- What is being asked:
Each line of the records below that holds "Рабочая" should be copied out.

- Exercise inputs:
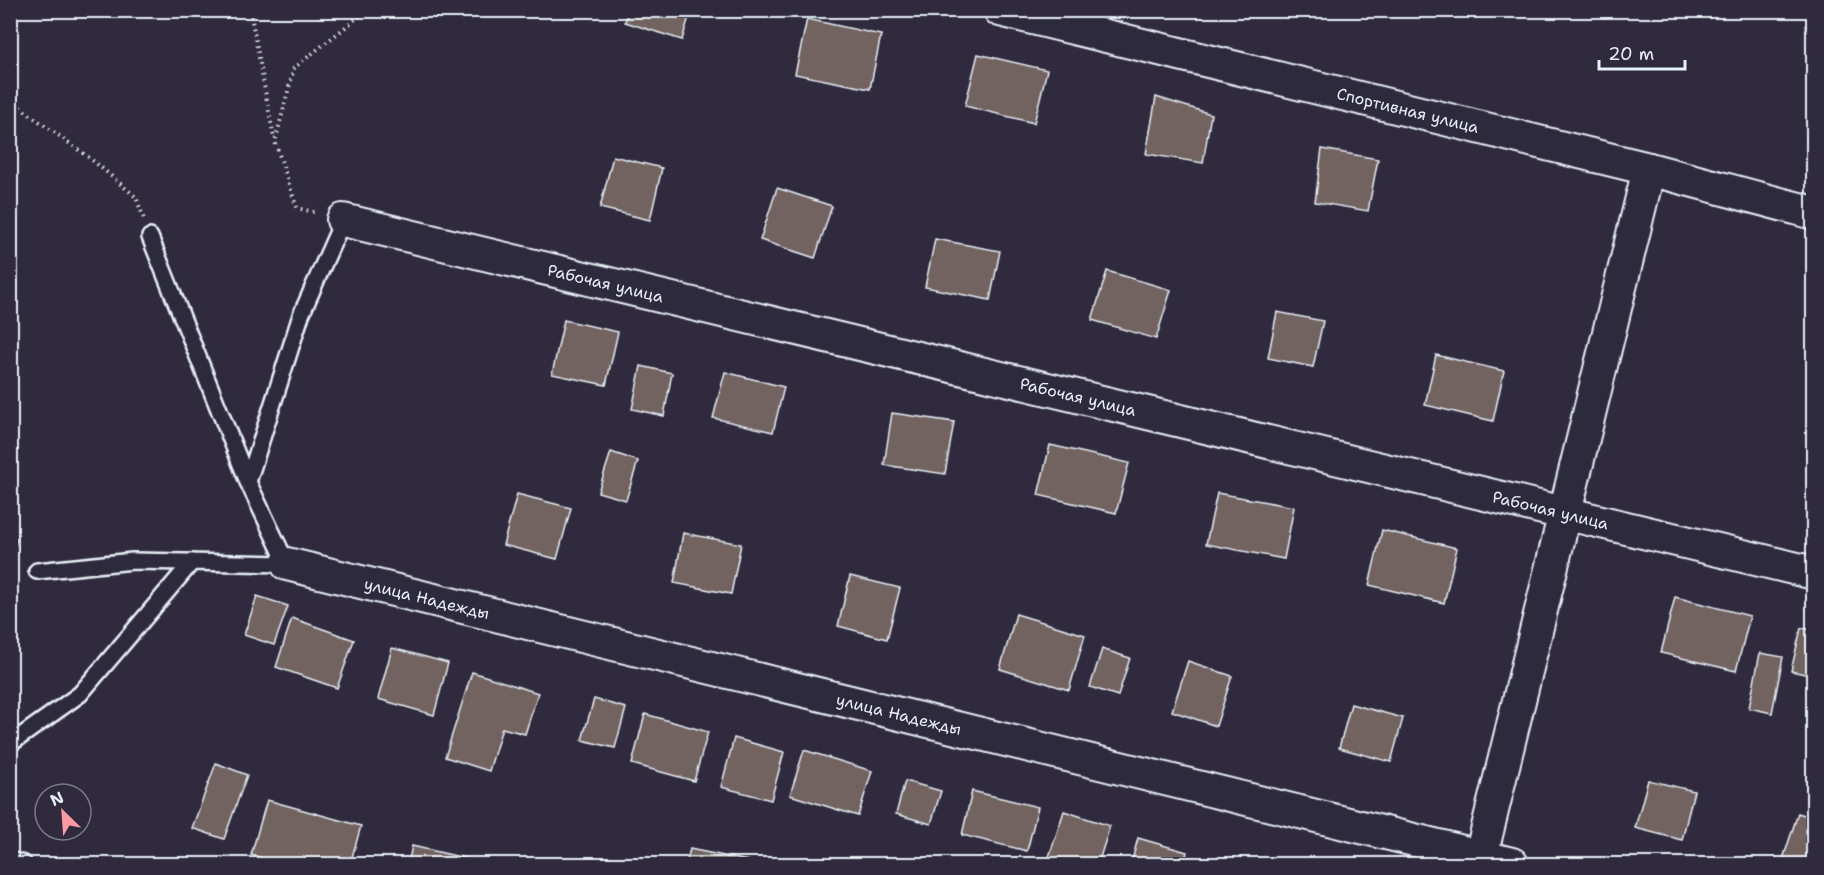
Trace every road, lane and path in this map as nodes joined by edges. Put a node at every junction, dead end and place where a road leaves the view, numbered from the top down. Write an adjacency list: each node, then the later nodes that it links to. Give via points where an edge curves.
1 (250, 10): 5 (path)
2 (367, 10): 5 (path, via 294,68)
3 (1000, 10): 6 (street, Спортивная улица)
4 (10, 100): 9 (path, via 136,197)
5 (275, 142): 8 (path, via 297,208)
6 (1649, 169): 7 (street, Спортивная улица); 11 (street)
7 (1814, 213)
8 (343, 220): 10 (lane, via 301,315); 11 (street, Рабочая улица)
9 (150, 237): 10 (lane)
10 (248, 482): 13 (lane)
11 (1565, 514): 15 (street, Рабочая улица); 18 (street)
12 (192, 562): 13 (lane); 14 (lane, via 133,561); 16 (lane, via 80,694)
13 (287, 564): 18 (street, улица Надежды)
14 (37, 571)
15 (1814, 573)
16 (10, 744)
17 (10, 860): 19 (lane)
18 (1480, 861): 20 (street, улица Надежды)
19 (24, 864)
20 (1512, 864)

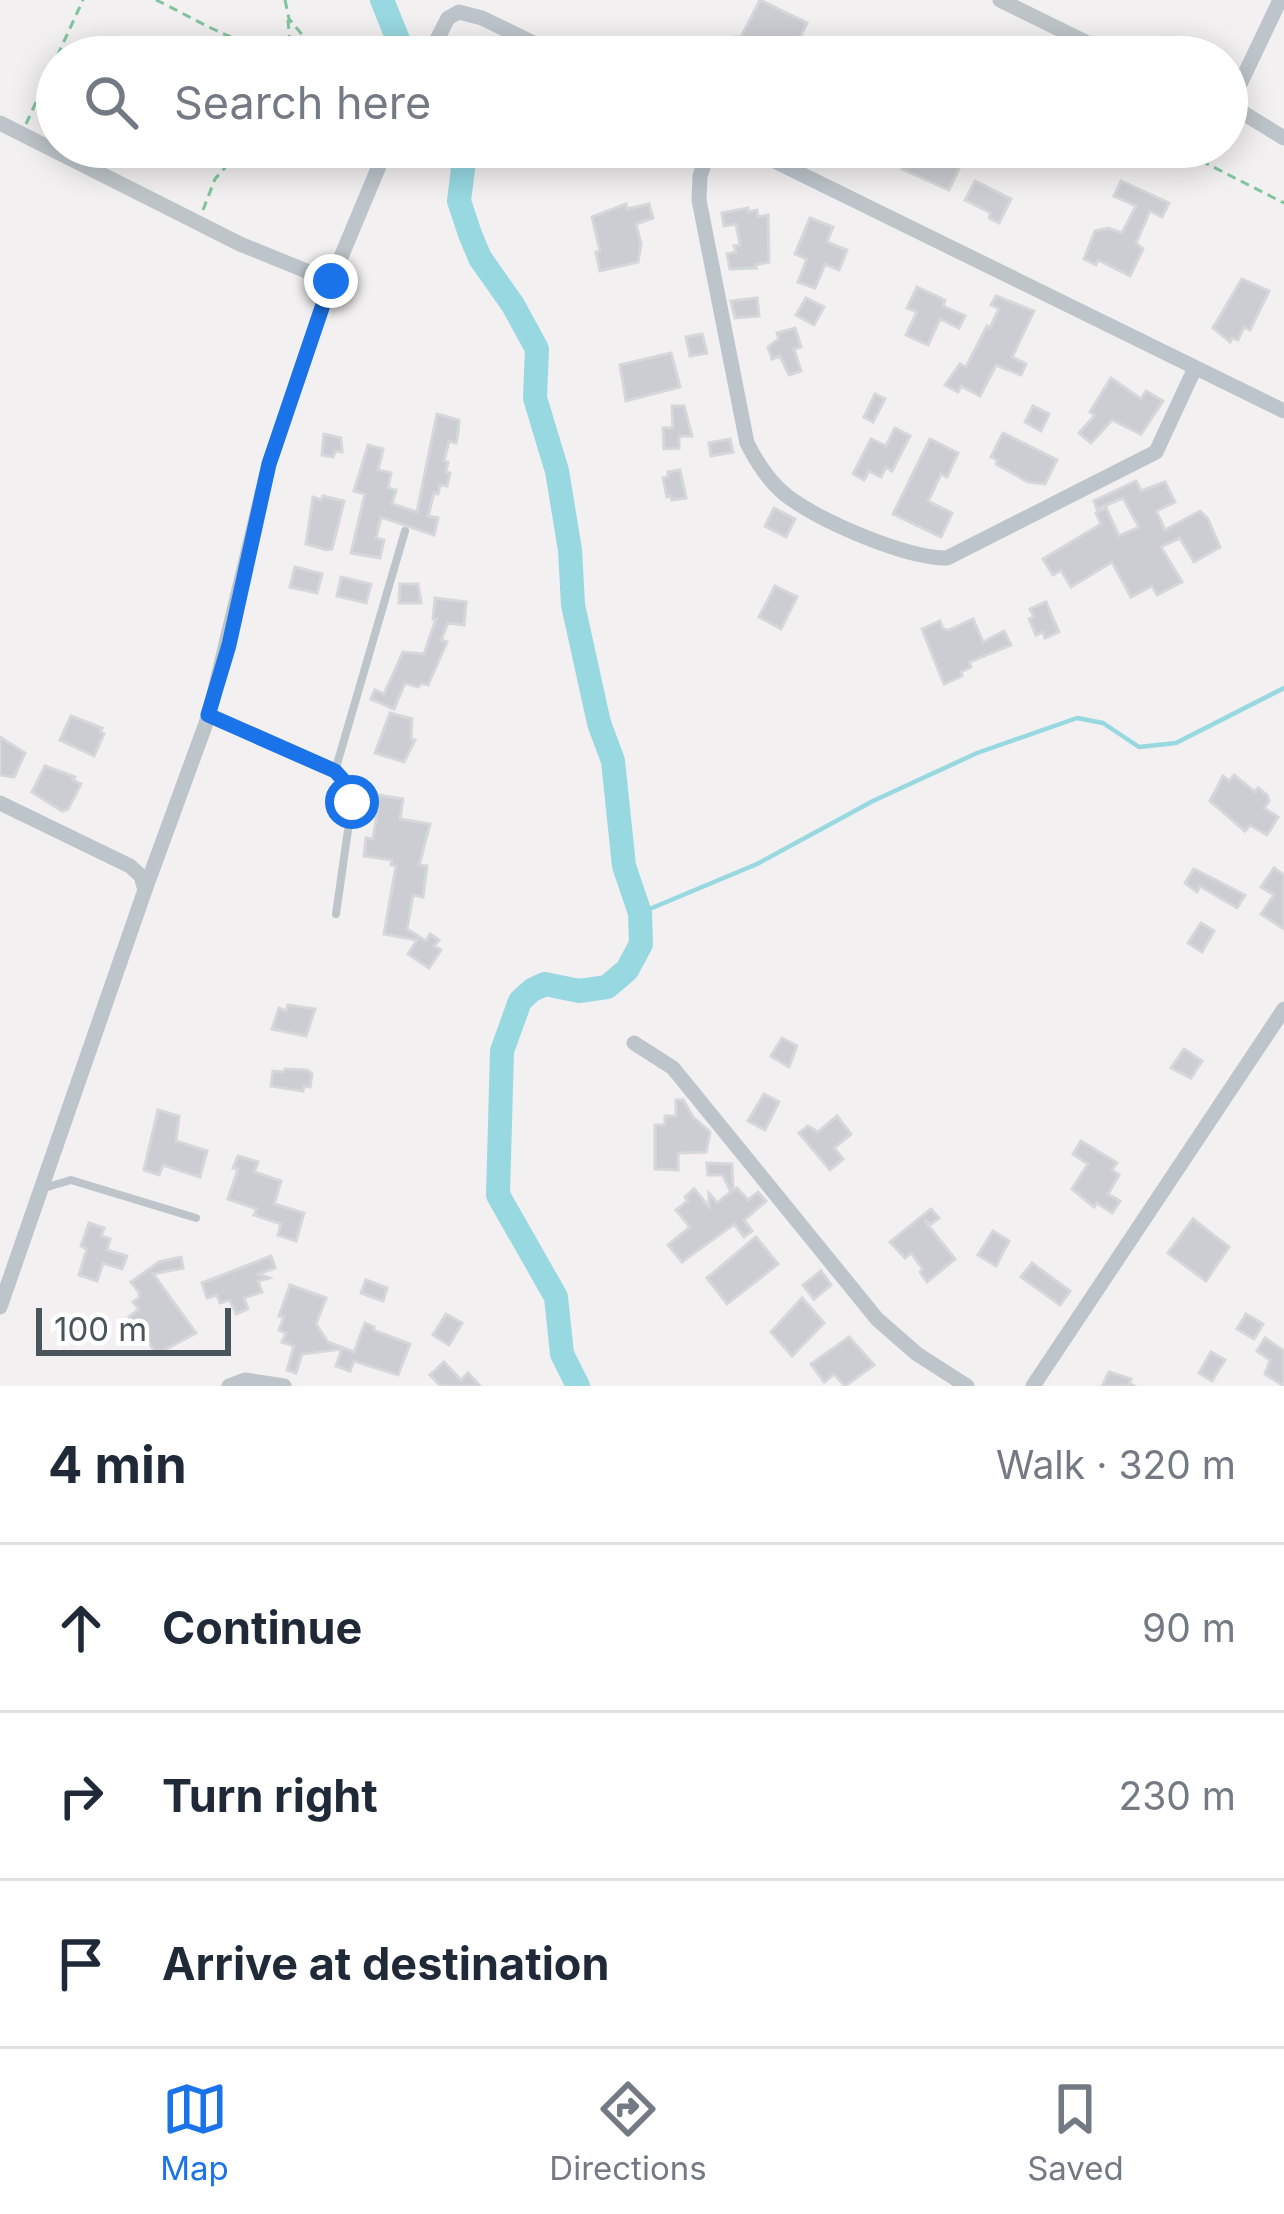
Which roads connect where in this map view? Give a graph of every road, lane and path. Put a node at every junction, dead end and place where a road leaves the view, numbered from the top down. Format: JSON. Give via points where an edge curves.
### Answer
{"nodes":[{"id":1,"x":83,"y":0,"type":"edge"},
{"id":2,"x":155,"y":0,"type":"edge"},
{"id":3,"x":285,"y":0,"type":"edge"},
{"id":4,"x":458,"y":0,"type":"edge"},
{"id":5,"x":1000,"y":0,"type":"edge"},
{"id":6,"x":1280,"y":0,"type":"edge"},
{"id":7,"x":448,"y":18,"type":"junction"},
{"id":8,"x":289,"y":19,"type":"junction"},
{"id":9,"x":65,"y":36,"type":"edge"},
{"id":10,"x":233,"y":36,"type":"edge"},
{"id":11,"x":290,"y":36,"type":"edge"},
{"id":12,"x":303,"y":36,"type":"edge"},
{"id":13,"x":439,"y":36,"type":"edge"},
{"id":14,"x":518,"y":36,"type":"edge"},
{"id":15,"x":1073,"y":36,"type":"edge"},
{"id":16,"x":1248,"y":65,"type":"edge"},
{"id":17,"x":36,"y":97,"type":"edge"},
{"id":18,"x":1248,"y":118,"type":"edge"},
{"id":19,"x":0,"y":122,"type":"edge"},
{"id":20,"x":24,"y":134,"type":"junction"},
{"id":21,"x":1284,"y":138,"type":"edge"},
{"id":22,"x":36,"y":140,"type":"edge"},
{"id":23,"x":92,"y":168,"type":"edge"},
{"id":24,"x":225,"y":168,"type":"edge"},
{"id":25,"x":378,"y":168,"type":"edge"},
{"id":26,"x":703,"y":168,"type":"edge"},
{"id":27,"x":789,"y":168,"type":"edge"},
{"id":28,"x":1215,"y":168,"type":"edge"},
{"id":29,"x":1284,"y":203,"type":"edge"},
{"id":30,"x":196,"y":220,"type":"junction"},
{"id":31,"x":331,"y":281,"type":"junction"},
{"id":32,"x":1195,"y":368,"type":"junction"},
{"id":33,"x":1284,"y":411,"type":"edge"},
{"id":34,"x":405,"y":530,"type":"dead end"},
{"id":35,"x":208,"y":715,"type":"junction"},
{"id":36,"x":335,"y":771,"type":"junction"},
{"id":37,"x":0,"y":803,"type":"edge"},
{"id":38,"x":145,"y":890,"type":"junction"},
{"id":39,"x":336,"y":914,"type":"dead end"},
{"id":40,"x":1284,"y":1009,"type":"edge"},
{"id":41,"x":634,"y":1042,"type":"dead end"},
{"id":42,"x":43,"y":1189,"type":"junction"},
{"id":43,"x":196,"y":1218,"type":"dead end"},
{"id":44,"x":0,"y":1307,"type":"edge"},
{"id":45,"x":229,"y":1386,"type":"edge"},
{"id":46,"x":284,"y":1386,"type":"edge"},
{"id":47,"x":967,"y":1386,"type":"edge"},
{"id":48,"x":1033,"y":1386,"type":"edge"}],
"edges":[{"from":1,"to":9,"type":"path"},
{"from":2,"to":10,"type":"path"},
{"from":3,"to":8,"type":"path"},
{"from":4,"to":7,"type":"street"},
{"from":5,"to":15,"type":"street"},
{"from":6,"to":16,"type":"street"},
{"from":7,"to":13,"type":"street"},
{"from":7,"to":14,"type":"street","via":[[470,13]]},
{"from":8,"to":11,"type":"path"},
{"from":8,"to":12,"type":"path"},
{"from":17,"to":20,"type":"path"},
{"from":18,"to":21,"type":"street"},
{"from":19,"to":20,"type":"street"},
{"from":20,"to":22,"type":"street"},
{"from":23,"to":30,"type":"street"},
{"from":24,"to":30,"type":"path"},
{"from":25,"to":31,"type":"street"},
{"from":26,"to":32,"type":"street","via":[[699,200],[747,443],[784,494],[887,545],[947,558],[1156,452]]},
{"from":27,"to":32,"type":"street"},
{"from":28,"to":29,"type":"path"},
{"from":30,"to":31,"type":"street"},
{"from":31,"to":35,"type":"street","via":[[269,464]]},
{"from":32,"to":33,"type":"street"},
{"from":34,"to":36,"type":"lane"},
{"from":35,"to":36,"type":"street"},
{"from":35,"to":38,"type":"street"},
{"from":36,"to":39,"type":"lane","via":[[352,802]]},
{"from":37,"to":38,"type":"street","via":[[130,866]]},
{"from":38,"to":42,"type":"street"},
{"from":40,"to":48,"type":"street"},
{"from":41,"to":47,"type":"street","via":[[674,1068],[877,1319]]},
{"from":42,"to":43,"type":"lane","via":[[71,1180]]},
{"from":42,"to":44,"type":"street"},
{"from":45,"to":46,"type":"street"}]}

- Result:
8 (343, 220): 10 (lane, via 301,315); 11 (street, Рабочая улица)
11 (1565, 514): 15 (street, Рабочая улица); 18 (street)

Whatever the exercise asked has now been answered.